Don Cheadle's performance as hotel manager Paul Rusesabagina, who exchanged over 100 days cash and liquor to protect the Tutsis sheltered in his hotel won him strong reviews from major critics at the Toronto film event. The movie also featured Nick Nolte as the frustrated head of the tiny United Nations armed forces contingent. The role was a thinly veiled portrait of Canadian General Romeo Dallaire, who was frustrated by inaction at UN headquarters to halt the fastest genocide in Human history.
London-based George is known for scripting such politically sensitive films as the 1993 Oscar nominated In the Name of the Father.
Three years later, he made his directorial debut in the well received but little seen Some Mother's Son, based on the true story of the 1981 hunger strike in a British prison, in which IRA prisoner Bobby Sands led a protest against the treatment of IRA prisoners as criminals rather than as prisoners of war.
This year's Toronto festival had focused on African cinema that included Yesterday and Red Dust produced by Anant Singh who has been making anti-apartheid films for over 20 years.
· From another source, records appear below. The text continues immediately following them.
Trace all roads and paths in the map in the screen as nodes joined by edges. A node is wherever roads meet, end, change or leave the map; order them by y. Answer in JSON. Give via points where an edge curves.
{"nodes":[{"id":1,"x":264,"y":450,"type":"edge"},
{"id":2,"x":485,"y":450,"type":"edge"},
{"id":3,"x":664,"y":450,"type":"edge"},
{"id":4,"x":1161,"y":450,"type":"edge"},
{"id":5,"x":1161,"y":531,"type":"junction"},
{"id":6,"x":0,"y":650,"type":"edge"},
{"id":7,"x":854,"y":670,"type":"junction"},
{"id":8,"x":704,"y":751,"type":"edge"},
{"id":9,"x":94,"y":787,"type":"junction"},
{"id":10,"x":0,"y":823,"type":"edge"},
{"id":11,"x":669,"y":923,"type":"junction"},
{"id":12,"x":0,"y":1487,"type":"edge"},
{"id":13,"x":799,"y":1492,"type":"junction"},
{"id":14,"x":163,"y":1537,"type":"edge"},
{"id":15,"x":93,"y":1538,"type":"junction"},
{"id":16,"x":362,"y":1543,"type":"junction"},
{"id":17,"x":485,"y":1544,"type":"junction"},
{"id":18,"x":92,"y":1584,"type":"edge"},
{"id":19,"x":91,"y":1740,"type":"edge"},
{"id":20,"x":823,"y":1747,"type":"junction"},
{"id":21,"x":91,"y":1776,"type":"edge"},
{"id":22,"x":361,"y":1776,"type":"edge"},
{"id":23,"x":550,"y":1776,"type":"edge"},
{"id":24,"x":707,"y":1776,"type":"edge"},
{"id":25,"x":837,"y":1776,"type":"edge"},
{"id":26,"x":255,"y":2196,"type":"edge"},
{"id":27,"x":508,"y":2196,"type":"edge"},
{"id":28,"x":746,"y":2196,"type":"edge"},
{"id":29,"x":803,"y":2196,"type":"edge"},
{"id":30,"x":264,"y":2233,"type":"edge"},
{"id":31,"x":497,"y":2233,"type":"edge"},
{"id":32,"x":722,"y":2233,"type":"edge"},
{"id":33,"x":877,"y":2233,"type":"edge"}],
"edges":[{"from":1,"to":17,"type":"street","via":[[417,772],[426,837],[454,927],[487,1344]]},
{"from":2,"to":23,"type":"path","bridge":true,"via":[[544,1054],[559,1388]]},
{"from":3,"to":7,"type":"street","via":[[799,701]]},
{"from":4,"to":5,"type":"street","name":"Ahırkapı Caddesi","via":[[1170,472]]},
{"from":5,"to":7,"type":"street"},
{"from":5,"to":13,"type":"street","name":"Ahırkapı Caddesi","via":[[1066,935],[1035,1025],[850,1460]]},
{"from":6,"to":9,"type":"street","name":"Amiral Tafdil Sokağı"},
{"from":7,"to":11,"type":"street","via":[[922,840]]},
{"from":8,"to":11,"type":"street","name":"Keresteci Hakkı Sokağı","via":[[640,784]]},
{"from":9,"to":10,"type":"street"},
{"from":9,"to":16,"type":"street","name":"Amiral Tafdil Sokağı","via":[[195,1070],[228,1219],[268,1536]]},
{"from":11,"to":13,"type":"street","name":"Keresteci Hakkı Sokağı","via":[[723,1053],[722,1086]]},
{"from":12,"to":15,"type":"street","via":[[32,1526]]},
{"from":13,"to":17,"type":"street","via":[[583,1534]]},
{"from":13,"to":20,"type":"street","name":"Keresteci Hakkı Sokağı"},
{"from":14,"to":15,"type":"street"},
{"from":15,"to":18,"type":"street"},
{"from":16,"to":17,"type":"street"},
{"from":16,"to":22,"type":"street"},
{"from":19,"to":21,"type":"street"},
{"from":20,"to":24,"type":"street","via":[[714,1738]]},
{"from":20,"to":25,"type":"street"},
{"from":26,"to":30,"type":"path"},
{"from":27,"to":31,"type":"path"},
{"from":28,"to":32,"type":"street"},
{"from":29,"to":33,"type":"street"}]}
"The past has many lessons to offer not only to the people in South Africa but also across the world," Singh told rediff.com
Rusesabagina, who was present at the press conference, spoke almost in a hushed voice about his experiences and how he felt he could be killed at any moment.
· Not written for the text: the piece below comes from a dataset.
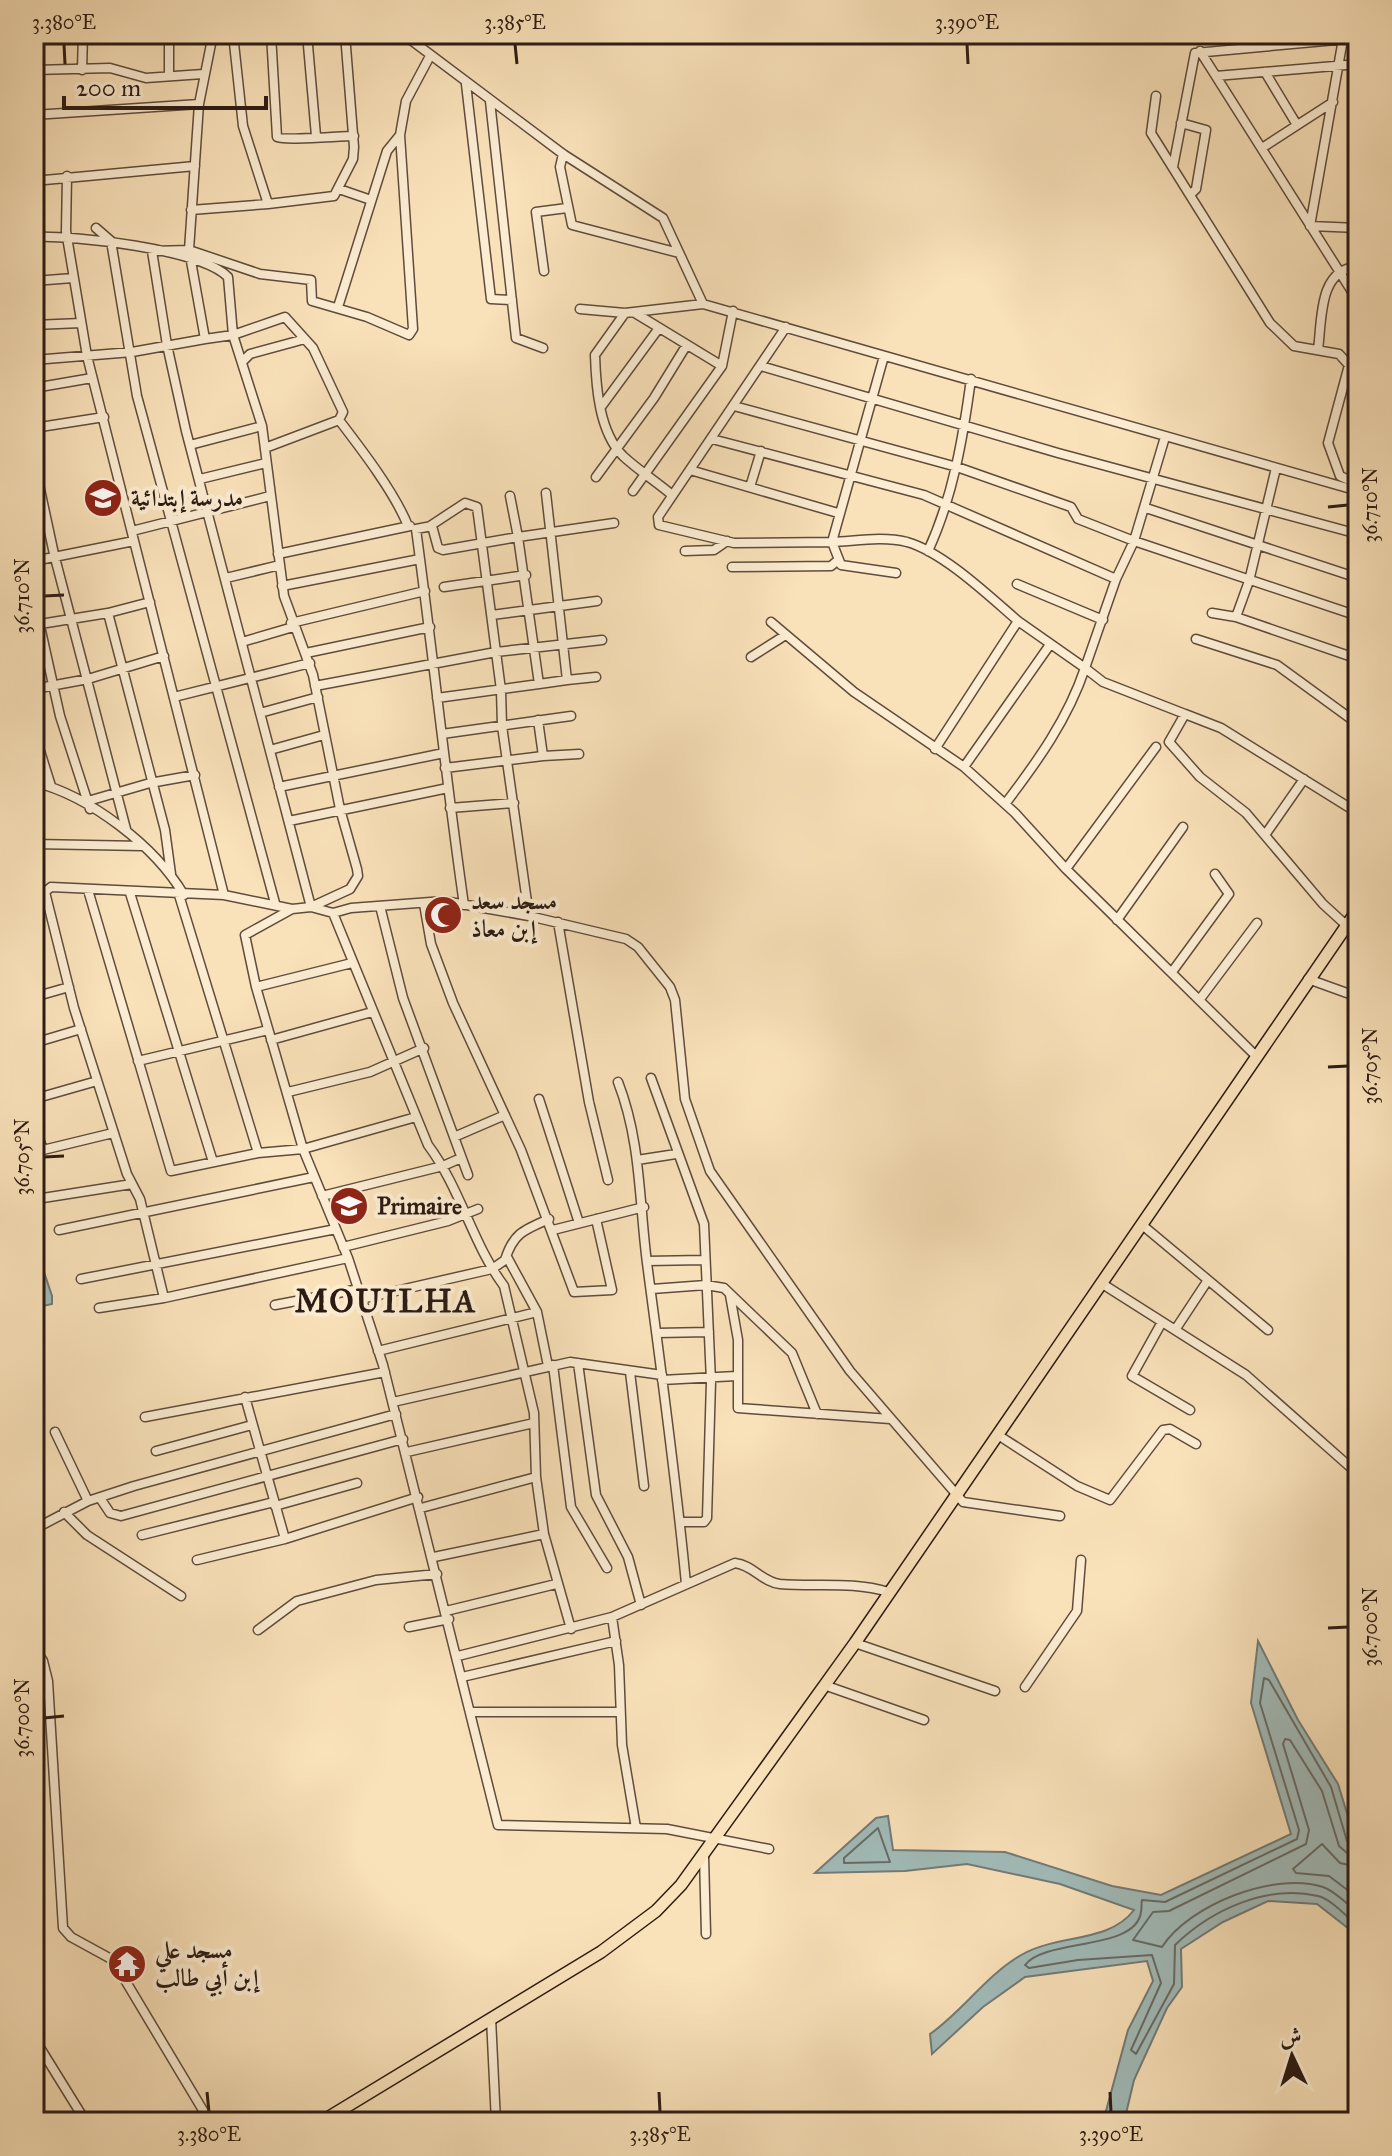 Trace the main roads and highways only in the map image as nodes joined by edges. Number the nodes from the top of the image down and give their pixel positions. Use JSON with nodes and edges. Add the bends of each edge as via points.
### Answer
{"nodes":[{"id":1,"x":1358,"y":909,"type":"edge"},
{"id":2,"x":329,"y":2120,"type":"edge"}],
"edges":[{"from":1,"to":2,"type":"main road","via":[[704,1856],[656,1911],[628,1933]]}]}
"I didn't think I would survive, and today I can see myself on a big screen," he said with a chuckle.
"Since 1994 I've been trying to convey a message," he said. "Maybe Sudan's problems might be solved. Maybe many other problems might be solved. This is kind of a wakeup call to the international community so that what happened in Rwanda must never, ever happen again."
Cheadle, who has played meaty roles in Rush Hour 2, Ocean's Eleven and Traffic, said he has never had as challenging a part as that of Rusesabagina in Hotel Rwanda.
Though it looked like the independently-produced film which cost about $5 million was going to be shuttered for lack of money, the morale of the cast and crew did not suffer, he said, because everyone believed that it was a worthy project.
He also said though the film focused on Rusesabagina's heroism, it was also telling a bigger story.
"To try and get your arms around an entire genocide becomes overwhelming for people. Iif you take the specifics of Paul's story," he explained, "you can understand much more through that one story."
Winning the Discovery Award, voted by over 200 journalists from over 80 countries at the festival, was Omagh, revolving around the stories of relatives of the victims of a 1998 bombing in Northern Ireland, the bloodiest attack in the decades-old civil war.